Senator Kevin Cramer, US Senator for North Dakota | Senator Kevin Cramer Official website
Senator Kevin Cramer, US Senator for North Dakota | Senator Kevin Cramer Official website
WASHINGTON – The Federal Reserve, the Office of the Comptroller of the Currency (OCC), and the Federal Deposit Insurance Corporation (FDIC) have announced proposed regulations to implement the final components of the Basel III agreement aimed at raising bank capital requirements. The proposal sets standards for capital reserves, liquidity, and leverage at financial institutions. Large banks are mandated to transition to this new framework by July 1, 2025, with full compliance expected by July 1, 2028.
The new proposal is anticipated to restrict billions of dollars in capital from financial institutions and hinder consumer access to credit. Comments submitted to regulators indicate that 97% expressed concerns about its implementation.
Earlier this year, Basin Electric Power Cooperative, a major electric cooperative based in Bismarck, North Dakota, testified before the Commodity Futures Trading Commission (CFTC), expressing apprehensions about potential pitfalls in implementing Basel III Endgame.

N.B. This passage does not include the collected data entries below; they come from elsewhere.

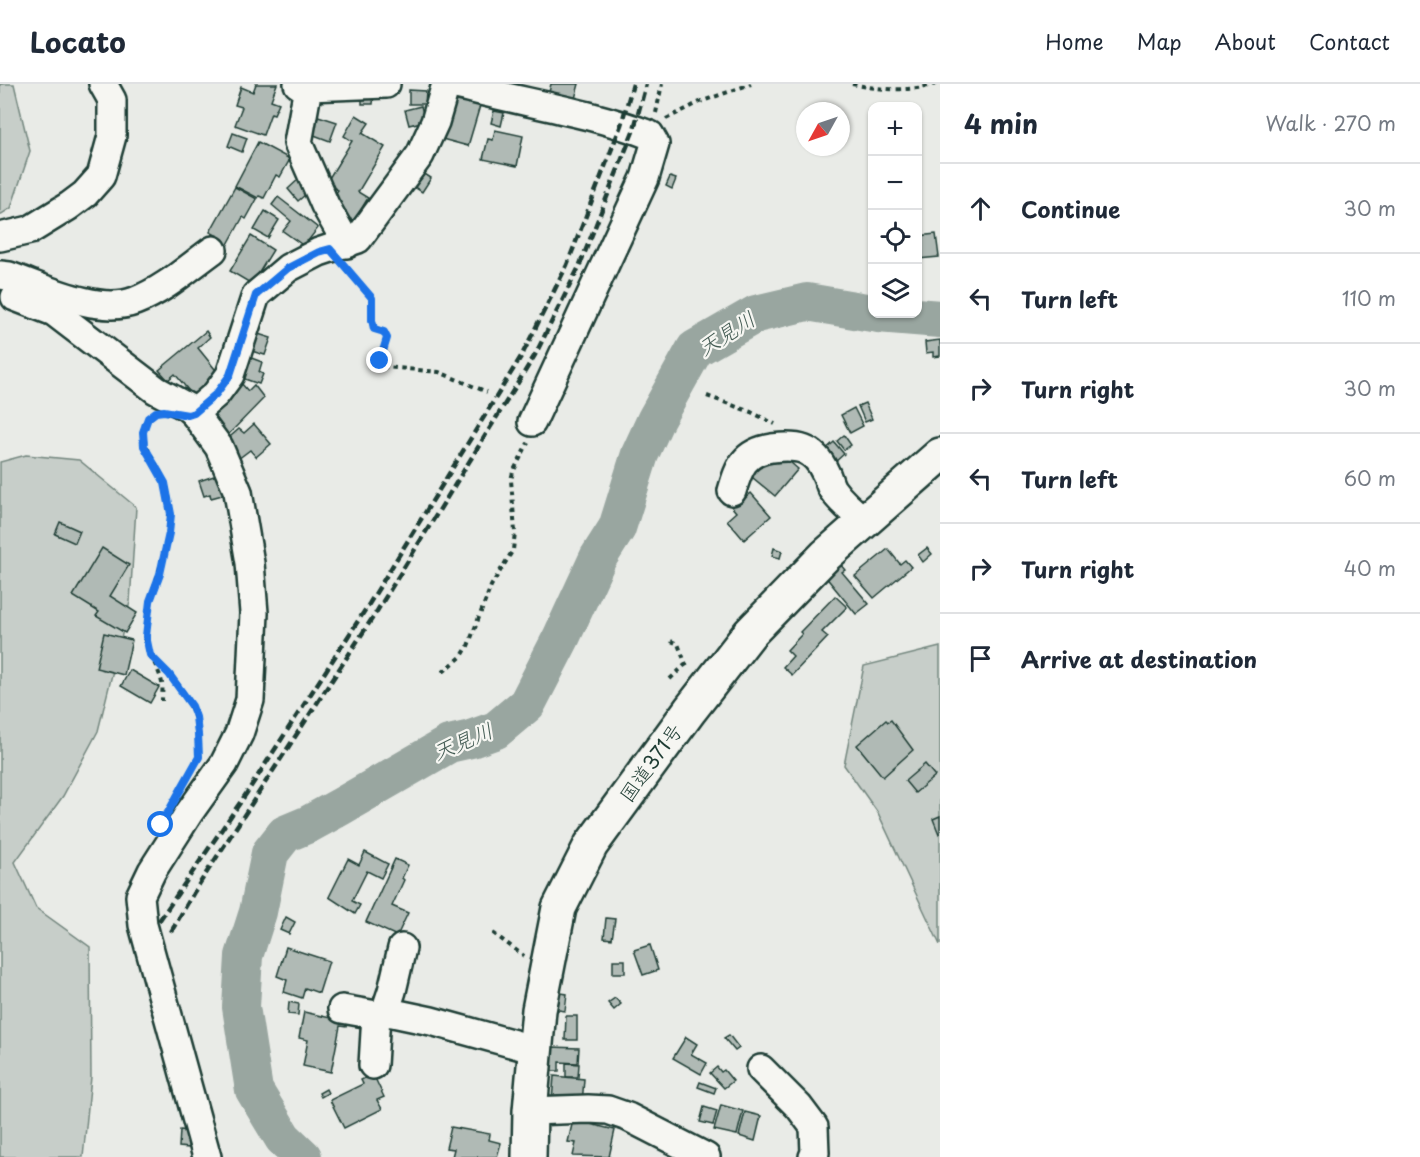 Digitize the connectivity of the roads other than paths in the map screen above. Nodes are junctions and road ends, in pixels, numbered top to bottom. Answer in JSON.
{"nodes":[{"id":1,"x":103,"y":84,"type":"edge"},
{"id":2,"x":386,"y":84,"type":"edge"},
{"id":3,"x":446,"y":84,"type":"edge"},
{"id":4,"x":453,"y":84,"type":"edge"},
{"id":5,"x":303,"y":86,"type":"edge"},
{"id":6,"x":0,"y":237,"type":"edge"},
{"id":7,"x":338,"y":247,"type":"junction"},
{"id":8,"x":213,"y":250,"type":"dead end"},
{"id":9,"x":0,"y":275,"type":"edge"},
{"id":10,"x":0,"y":291,"type":"edge"},
{"id":11,"x":194,"y":413,"type":"junction"},
{"id":12,"x":532,"y":429,"type":"road end"},
{"id":13,"x":940,"y":455,"type":"edge"},
{"id":14,"x":732,"y":491,"type":"dead end"},
{"id":15,"x":865,"y":521,"type":"junction"},
{"id":16,"x":402,"y":948,"type":"dead end"},
{"id":17,"x":342,"y":1009,"type":"dead end"},
{"id":18,"x":380,"y":1014,"type":"junction"},
{"id":19,"x":536,"y":1050,"type":"junction"},
{"id":20,"x":373,"y":1065,"type":"dead end"},
{"id":21,"x":761,"y":1068,"type":"dead end"},
{"id":22,"x":530,"y":1111,"type":"junction"},
{"id":23,"x":207,"y":1157,"type":"edge"},
{"id":24,"x":529,"y":1157,"type":"edge"},
{"id":25,"x":706,"y":1157,"type":"edge"},
{"id":26,"x":813,"y":1157,"type":"edge"}],
"edges":[{"from":1,"to":6,"type":"street"},
{"from":2,"to":5,"type":"street"},
{"from":3,"to":7,"type":"street"},
{"from":4,"to":12,"type":"street"},
{"from":5,"to":7,"type":"street"},
{"from":7,"to":11,"type":"street"},
{"from":8,"to":9,"type":"street"},
{"from":10,"to":11,"type":"street"},
{"from":11,"to":23,"type":"street"},
{"from":13,"to":15,"type":"highway","name":"国道371号"},
{"from":14,"to":15,"type":"street"},
{"from":15,"to":19,"type":"highway","name":"国道371号"},
{"from":16,"to":18,"type":"street"},
{"from":17,"to":18,"type":"street"},
{"from":18,"to":19,"type":"street"},
{"from":18,"to":20,"type":"street"},
{"from":19,"to":22,"type":"highway","name":"国道371号"},
{"from":21,"to":26,"type":"street"},
{"from":22,"to":24,"type":"highway","name":"国道371号"},
{"from":22,"to":25,"type":"street"}]}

During a Senate Committee on Banking, Housing, and Urban Affairs hearing with Federal Reserve Chairman Jerome Powell, U.S. Senator Kevin Cramer (R-ND) highlighted Basin Electric’s comments. He emphasized how the proposal could impact electricity generators' ability to provide reliable and affordable service.
Basin Electric explained that as part of an electric cooperative’s risk management program, it may purchase natural gas in advance on a long-term basis at a fixed price for use in its power plants. This strategy is crucial for protecting electric cooperatives' financial positions since electricity market prices fluctuate based on spot prices of natural gas. If cooperatives cannot secure appropriate financial instruments to mitigate market and energy price risks, costs could become financially detrimental for Americans and U.S. businesses.
“This is an electricity supply that we're talking about: it’s critical it remains reliable; it's critical that it remains affordable,” said Cramer. “Part of an electric cooperative’s risk management...is how it buys the fuel that generates the electricity...They may buy natural gas in advance at a fixed price...but they can hedge by buying it at a fixed price for power plants...It protects itself and its consumers from high prices.”
After providing this example, Powell acknowledged awareness of the issue and appreciated Cramer bringing it up.
Cramer further emphasized the importance of maintaining Federal Reserve independence amid moves within his party suggesting otherwise. “But those moves are very narrow and I don't think very realistic,” said Cramer. “Perception does matter...any move to lower interest rates or move interest rates either direction before November 5 could certainly be a bad perception...As long as you remain independent, I'll be on your side.”
Since introducing Basel III Endgame regulations, Cramer has been vocal about what he considers a misguided proposal. In January, he joined two letters citing concerns over its impact on consumers and requesting withdrawal of the proposal. Additionally, he cosigned a letter highlighting impacts on proposed capital requirements for mortgage loans.